Why would anybody think beating his wife is a means to secure his title as the head of the house? Stupid! Why would a girl remain in a relationship with a guy that beats her? Foolishness. Why will yahoo yahoo boys be praised as the messiah in their homes? Very very stupid.

My naivety handed me a different lens to view my society, it made me see privileges, explore them and got praised and highly respected for them. I was/am an optimist to the core.

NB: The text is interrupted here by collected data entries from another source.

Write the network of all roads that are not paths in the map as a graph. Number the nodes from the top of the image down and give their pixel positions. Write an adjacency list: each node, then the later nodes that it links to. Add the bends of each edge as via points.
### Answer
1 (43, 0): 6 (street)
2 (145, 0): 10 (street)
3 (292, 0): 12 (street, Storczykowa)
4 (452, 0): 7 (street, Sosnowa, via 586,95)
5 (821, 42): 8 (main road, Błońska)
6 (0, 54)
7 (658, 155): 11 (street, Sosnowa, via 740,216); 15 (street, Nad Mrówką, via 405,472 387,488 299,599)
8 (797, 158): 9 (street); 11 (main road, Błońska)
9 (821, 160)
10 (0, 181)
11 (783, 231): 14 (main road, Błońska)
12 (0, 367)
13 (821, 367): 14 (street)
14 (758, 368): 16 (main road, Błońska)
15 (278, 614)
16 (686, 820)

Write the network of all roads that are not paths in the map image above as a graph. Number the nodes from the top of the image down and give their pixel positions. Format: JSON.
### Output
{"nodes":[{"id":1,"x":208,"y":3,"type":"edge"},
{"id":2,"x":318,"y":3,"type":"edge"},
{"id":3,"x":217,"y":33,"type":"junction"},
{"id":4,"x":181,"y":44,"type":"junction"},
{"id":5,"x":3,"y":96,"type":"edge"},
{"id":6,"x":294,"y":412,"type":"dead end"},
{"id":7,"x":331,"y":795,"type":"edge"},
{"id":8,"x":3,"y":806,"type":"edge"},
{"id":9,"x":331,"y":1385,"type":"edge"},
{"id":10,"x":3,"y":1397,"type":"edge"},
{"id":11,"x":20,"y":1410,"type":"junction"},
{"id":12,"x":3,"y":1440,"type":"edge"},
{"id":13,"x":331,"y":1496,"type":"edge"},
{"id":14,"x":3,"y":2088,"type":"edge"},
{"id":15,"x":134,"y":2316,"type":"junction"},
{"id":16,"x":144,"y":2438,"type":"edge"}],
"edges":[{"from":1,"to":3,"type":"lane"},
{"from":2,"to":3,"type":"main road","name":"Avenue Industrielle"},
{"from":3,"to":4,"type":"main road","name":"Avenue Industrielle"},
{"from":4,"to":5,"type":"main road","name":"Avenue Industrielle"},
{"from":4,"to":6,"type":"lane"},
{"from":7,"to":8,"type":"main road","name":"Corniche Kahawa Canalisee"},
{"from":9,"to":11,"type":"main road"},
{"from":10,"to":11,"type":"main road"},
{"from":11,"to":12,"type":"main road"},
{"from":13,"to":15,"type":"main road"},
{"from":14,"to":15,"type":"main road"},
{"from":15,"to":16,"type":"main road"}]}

I remember at my first post NYSC job interview, I met this guy who was so angry with Nigeria. He said there’s no future in Nigeria and nobody can ever make it here; he gave so many sound reasons but there I was, arguing tooth and nail that he was wrong. I told him I will make it and make it big. It was one of those arguments you engaged in but remember striking lines that would have made you won when you get home.

As an undergrad too, I was too Nigerian that I told myself I’ll never travel out of here, I was so sure to blow in this same Nigeria. Anyway, I know this travelling is happening soonest!

For all the things I believe I could do with the ignorance of the 1million limitations that wouldn’t make it work, I did them, did them well and advised people to be like me.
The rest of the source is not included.